What the task requires: Print the material underneath in full, keeping every line exactly as it is.

━━━━━━━━━━

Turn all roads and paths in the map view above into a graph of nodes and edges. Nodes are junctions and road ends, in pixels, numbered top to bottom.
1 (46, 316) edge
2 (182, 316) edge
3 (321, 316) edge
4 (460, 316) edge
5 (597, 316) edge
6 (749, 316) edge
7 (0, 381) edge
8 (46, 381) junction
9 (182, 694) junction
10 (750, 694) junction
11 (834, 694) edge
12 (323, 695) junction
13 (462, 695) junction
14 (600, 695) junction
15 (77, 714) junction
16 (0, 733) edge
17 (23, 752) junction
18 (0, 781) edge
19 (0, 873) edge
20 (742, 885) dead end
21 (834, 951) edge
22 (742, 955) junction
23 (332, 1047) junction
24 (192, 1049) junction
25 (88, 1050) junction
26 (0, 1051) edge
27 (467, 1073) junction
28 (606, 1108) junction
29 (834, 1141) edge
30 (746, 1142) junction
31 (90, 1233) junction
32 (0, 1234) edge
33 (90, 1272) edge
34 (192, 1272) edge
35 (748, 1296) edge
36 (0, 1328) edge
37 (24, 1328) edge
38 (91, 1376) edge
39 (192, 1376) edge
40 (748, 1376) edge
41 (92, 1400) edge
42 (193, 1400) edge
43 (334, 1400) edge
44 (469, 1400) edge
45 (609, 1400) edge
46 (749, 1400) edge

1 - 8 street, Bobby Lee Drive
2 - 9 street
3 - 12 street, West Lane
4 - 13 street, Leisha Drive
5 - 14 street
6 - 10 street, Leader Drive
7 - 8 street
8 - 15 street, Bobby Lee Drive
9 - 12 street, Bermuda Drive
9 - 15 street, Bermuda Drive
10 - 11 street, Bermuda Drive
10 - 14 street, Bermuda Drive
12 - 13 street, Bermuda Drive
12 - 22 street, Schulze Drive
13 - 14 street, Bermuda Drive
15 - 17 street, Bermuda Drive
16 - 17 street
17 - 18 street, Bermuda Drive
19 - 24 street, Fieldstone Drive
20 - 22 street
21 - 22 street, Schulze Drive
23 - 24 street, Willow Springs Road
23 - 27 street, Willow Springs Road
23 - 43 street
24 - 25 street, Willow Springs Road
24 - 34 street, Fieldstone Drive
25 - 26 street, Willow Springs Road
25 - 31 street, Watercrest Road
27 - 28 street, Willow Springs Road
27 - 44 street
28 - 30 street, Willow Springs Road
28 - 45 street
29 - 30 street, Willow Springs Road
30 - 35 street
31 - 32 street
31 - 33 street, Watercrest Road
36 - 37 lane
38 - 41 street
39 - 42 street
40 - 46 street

━━━━━━━━━━

Answer section:
Turn all roads and paths in the map view above into a graph of nodes and edges. Nodes are junctions and road ends, in pixels, numbered top to bottom.
1 (46, 316) edge
2 (182, 316) edge
3 (321, 316) edge
4 (460, 316) edge
5 (597, 316) edge
6 (749, 316) edge
7 (0, 381) edge
8 (46, 381) junction
9 (182, 694) junction
10 (750, 694) junction
11 (834, 694) edge
12 (323, 695) junction
13 (462, 695) junction
14 (600, 695) junction
15 (77, 714) junction
16 (0, 733) edge
17 (23, 752) junction
18 (0, 781) edge
19 (0, 873) edge
20 (742, 885) dead end
21 (834, 951) edge
22 (742, 955) junction
23 (332, 1047) junction
24 (192, 1049) junction
25 (88, 1050) junction
26 (0, 1051) edge
27 (467, 1073) junction
28 (606, 1108) junction
29 (834, 1141) edge
30 (746, 1142) junction
31 (90, 1233) junction
32 (0, 1234) edge
33 (90, 1272) edge
34 (192, 1272) edge
35 (748, 1296) edge
36 (0, 1328) edge
37 (24, 1328) edge
38 (91, 1376) edge
39 (192, 1376) edge
40 (748, 1376) edge
41 (92, 1400) edge
42 (193, 1400) edge
43 (334, 1400) edge
44 (469, 1400) edge
45 (609, 1400) edge
46 (749, 1400) edge

1 - 8 street, Bobby Lee Drive
2 - 9 street
3 - 12 street, West Lane
4 - 13 street, Leisha Drive
5 - 14 street
6 - 10 street, Leader Drive
7 - 8 street
8 - 15 street, Bobby Lee Drive
9 - 12 street, Bermuda Drive
9 - 15 street, Bermuda Drive
10 - 11 street, Bermuda Drive
10 - 14 street, Bermuda Drive
12 - 13 street, Bermuda Drive
12 - 22 street, Schulze Drive
13 - 14 street, Bermuda Drive
15 - 17 street, Bermuda Drive
16 - 17 street
17 - 18 street, Bermuda Drive
19 - 24 street, Fieldstone Drive
20 - 22 street
21 - 22 street, Schulze Drive
23 - 24 street, Willow Springs Road
23 - 27 street, Willow Springs Road
23 - 43 street
24 - 25 street, Willow Springs Road
24 - 34 street, Fieldstone Drive
25 - 26 street, Willow Springs Road
25 - 31 street, Watercrest Road
27 - 28 street, Willow Springs Road
27 - 44 street
28 - 30 street, Willow Springs Road
28 - 45 street
29 - 30 street, Willow Springs Road
30 - 35 street
31 - 32 street
31 - 33 street, Watercrest Road
36 - 37 lane
38 - 41 street
39 - 42 street
40 - 46 street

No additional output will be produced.